#1090 – Dick Bernard: Muslims
“Seek First to Understand, Then To Be Understood“; Stephen Covey, Seven Habits of Highly Effective People.
(click on photos to enlarge them)
My growing up was in the tiniest of communities in various parts of North Dakota. The population density of ND, then, was roughly ten persons per square mile. Today it is really not much different.
We lived in eight different places in my first eighteen years, twice, literally, in the country. Five of those eighteen years, our closest neighbors were farmers. Sometimes the towns were mostly Catholic (my “brand”), sometimes mostly Lutheran, with a few other Protestants tossed in. If there were atheists (and there were atheists, I’m certain), they kept quiet….
There was almost no cultural diversity of any kind worth noting in those small towns of my youth.
Then there was 1953-54, my eighth grade year, in the “blink of an eye” town of Ross where I met the only childhood friend I still keep up with regularly, 62 years later.
I knew him as Emmett, a farm kid; the official records record his first name as Mohammed. I am forever grateful that he and I met, and have stayed in contact ever since. He was and is a great gift to me.
The rest of this part of the story is here, from Sep 5, 2010.
For those who are all stirred up about Muslims these days, but really have never actually known a Muslim, I’d recommend this, my own, story about a Muslim kid and his farm family and kinfolk in my tiny North Dakota town.
Many years have passed by since 1953-54.
I have known many Muslims in many contexts over the years.
Just last year I spent a couple of months with Ehtasham and Suhail, from Pakistan, whose project was to film Americans who professed peace.
(Ehtasham Anwars Facebook page includes two video summaries of his interviews of 10 Minnesota Peacemakers. Take a look. Scroll down right hand side.)
Sometimes I see amusing things, like the time, in my town, when I saw a tall Catholic Nun in the traditional black habit, coming out of the local FedEx. She brought back old Catholic school boy memories for me. She was out of place, that’s for sure. Then the person opened the car door and when she turned I saw that she had her face covered, in full hijab.
The only generalization I can make about Muslims is that they are just good people, like anyone else.
Occasionally, certainly, a rotten apple can be found in the barrel of life – it is no work of genius to find an example.
But we Christians, and those who are Jews, don’t have to look very hard to find our own very bad examples. Start with supposed “leaders” who gin up fear and resentment of some “other” for political advantage.
But at its essence, all of us, all of humanity – share common roots; and we are generally good people.
Take the time to really appreciate others you may not know, and appreciate their own customs and traditions which are very rich.
There are many positive websites. Here’s one to begin with: Islamic Resource Group. Another is Unity Productions Foundation.

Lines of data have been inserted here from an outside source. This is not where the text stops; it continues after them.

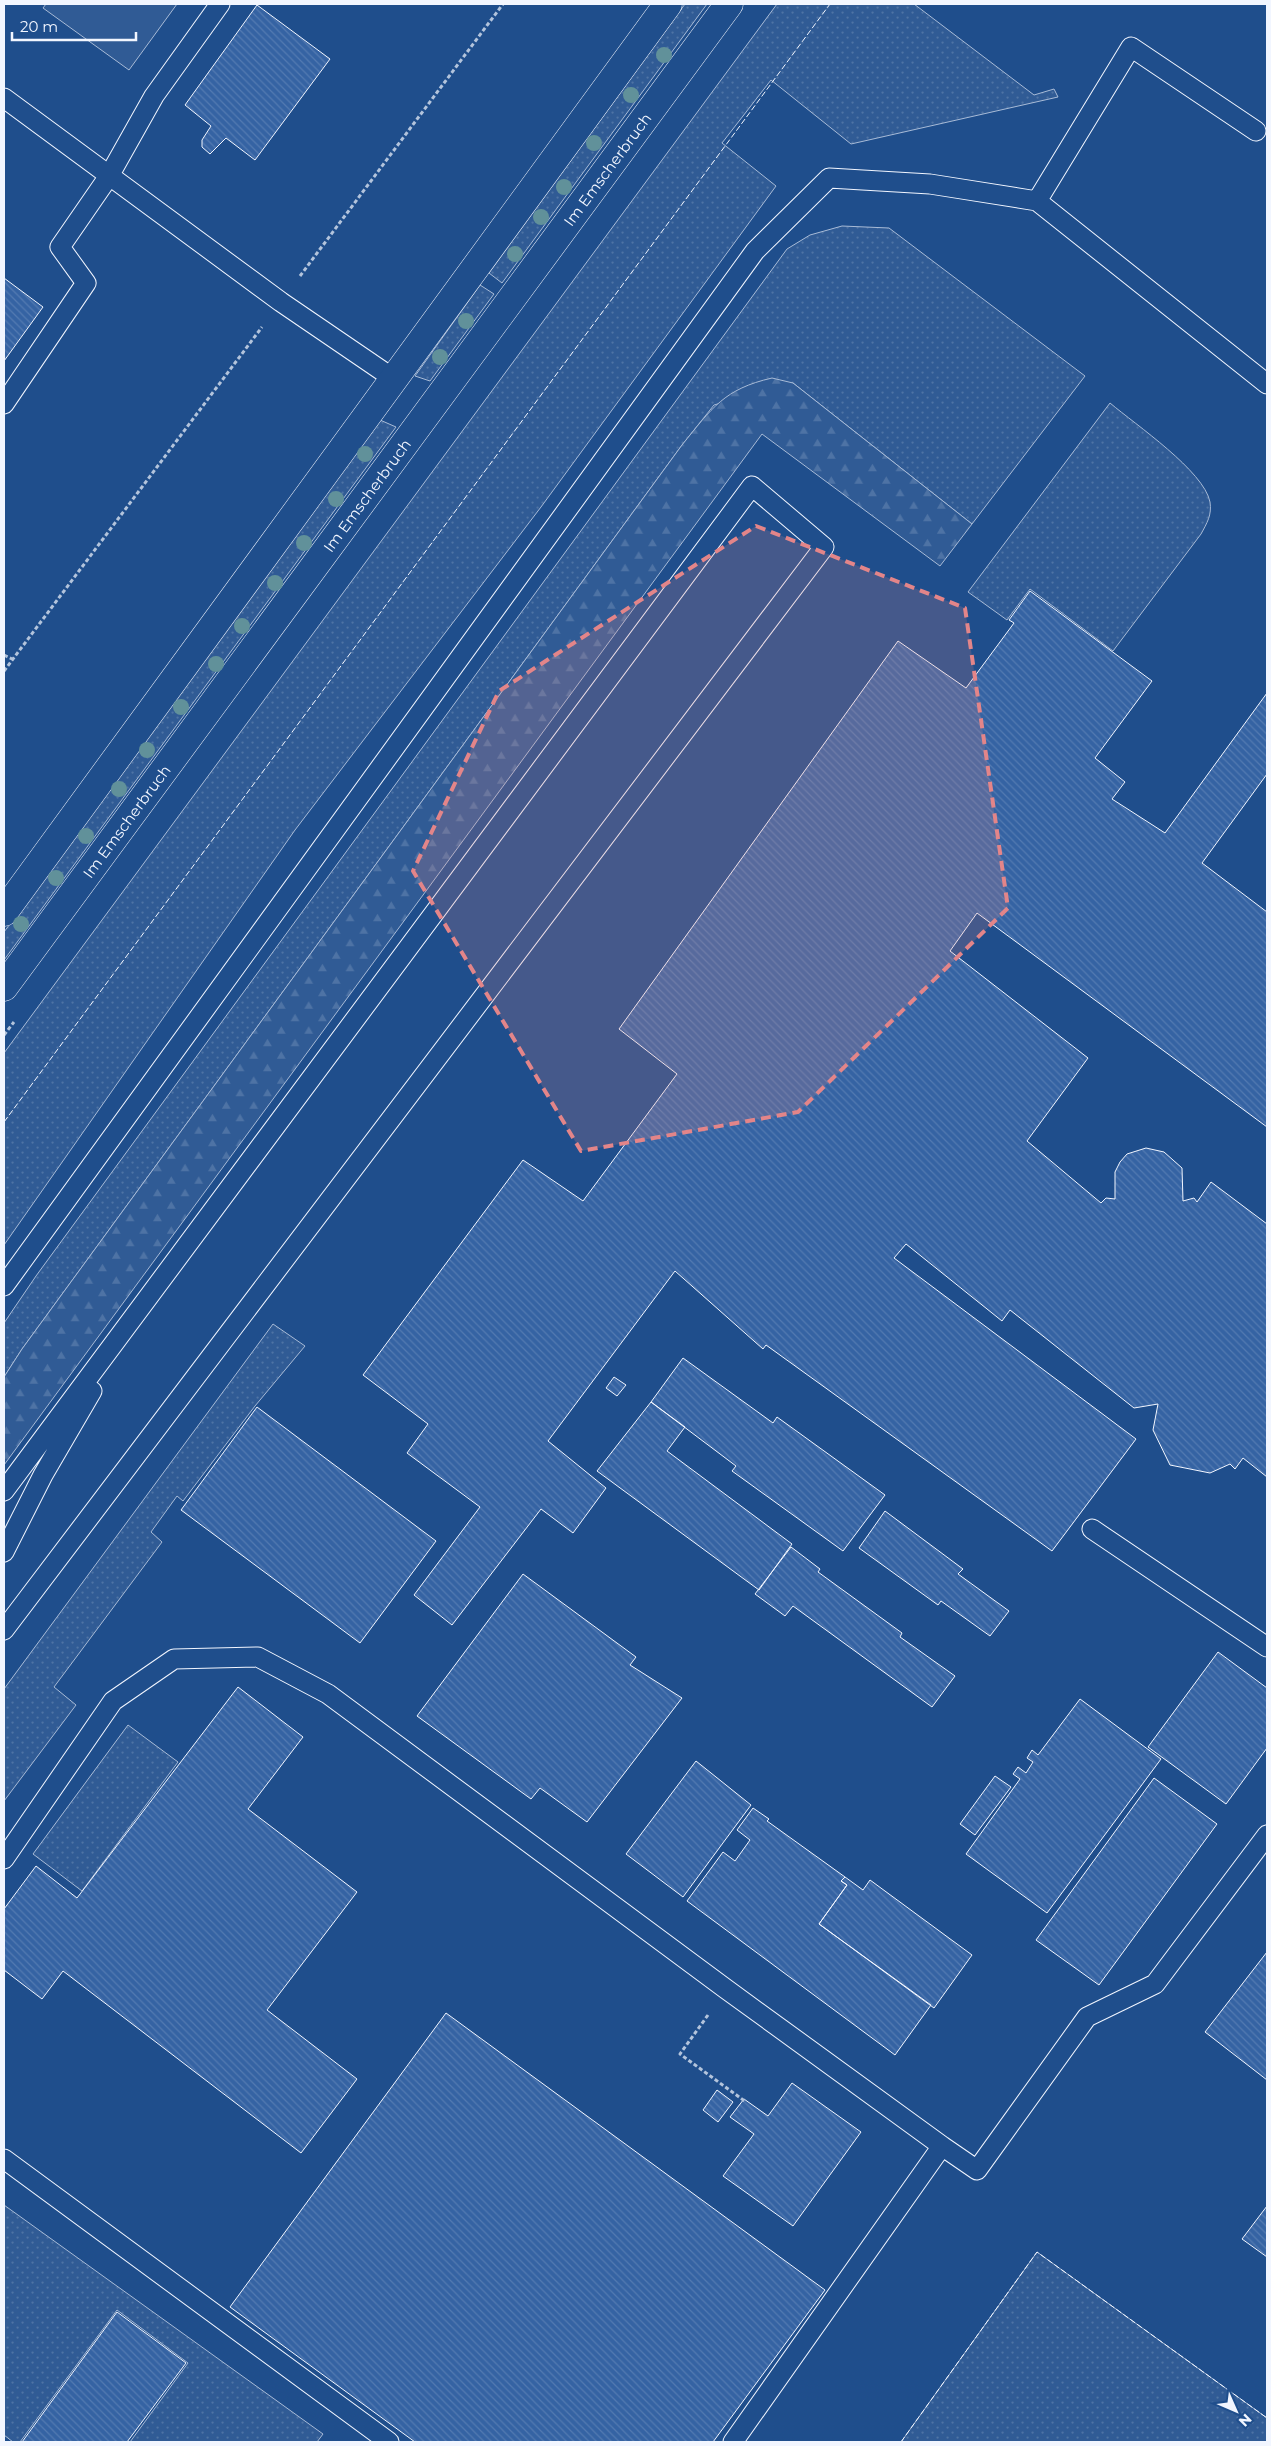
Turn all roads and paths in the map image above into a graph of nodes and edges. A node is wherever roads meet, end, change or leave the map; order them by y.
1 (220, 4) edge
2 (502, 4) edge
3 (668, 4) edge
4 (729, 4) edge
5 (4, 98) edge
6 (1256, 131) dead end
7 (109, 176) junction
8 (1037, 201) junction
9 (281, 302) junction
10 (394, 379) junction
11 (1267, 384) edge
12 (4, 404) edge
13 (4, 655) edge
14 (12, 658) junction
15 (4, 670) edge
16 (4, 912) edge
17 (4, 988) edge
18 (4, 1286) edge
19 (140, 1311) junction
20 (4, 1491) edge
21 (1092, 1529) dead end
22 (4, 1552) edge
23 (4, 1630) edge
24 (1267, 1647) edge
25 (1267, 1835) edge
26 (4, 1859) edge
27 (726, 1990) junction
28 (746, 2102) dead end
29 (942, 2146) junction
30 (4, 2158) edge
31 (389, 2442) edge
32 (733, 2442) edge

1 - 7 lane
2 - 9 path
3 - 10 main road
4 - 17 main road, Im Emscherbruch
5 - 7 lane
6 - 8 lane
7 - 9 lane
7 - 12 lane
8 - 11 lane
8 - 18 lane
9 - 10 lane
9 - 14 path
10 - 16 main road
13 - 14 path
14 - 15 path
19 - 20 lane
19 - 22 lane
19 - 23 lane
21 - 24 lane
25 - 29 lane
26 - 27 lane
27 - 28 path
27 - 29 lane
29 - 32 lane
30 - 31 lane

When we went to visit our friend, Lynn Elling, in the Nursing Home, Ruhel Islam of Gandhi Mahal Restaurant in Minneapolis brought along soup and bread from the restaurant, and helped feed Lynn. It was a very tender time.
It will always stay in my mind that at the very time Ruhel was helping Lynn eat the soup he had brought, the two killers in San Bernardino were preparing to press the trigger in their insane rampage. We had no way of knowing that. Ruhel’s action represented the very best of humanity, what we see most. The killers in any places represent the murderous fringe of all societies.
Who do we wish to recognize and empower?
POSTSCRIPT:
There seems considerable fantasy thinking when the emphasis is on the belief that terror can be kept out, by refusing to allow people who might theoretically do bad things in.
Not only can we not keep terror out, but the very hysteria of labeling people or groups as somehow evil only magnifies the threat to us.
I have a small personal example from a dozen years ago.
I was invited to join a delegation going to Haiti in 2003. I was the oldest in the group, and I went only as an opportunity to learn. That was my sole agenda.
On a particular day, we were invited to visit with a group of men and women from a slum, all of whom had been victims of political oppression, including rape, and the like. It was plausibly believed, at the time, that the United States was behind a move to oust the democratically elected President of Haiti, whose constituency was the poor, the very constituency we were visiting. The U.S. had previously supported the long-time brutal dictator of the country and, paradoxically, was not enamored of “democracy” in that impoverished country.
I just sat and listened as people described the outrages that had happened to them some years earlier. I had nothing to say. I took a few photos.
Afterwards, after a lunch provided by us, we went around the group to shake hands.
One of the men – I remember this vividly – refused to shake my hand.
I reminded him of something. Perhaps my age, my race, my nation, my demeanor reminded him of something offensive, probably related to the historical long time dominance over his country by the United States of America.
The “blowback” these days for dissing someone else is very likely and deliberate.
In even the poorest countries there are cell phones and television and networks now. People are aware.
What happened in Haiti sticks in my mind whenever I’m reminded of the gracious invitation of my friend in Pakistan to come and visit his country. Who is it who will see this American if I visit, and I remind him of something?
In other words, we make bad things much much worse by our “better than thou” attitude.
Our national arrogance is not helpful.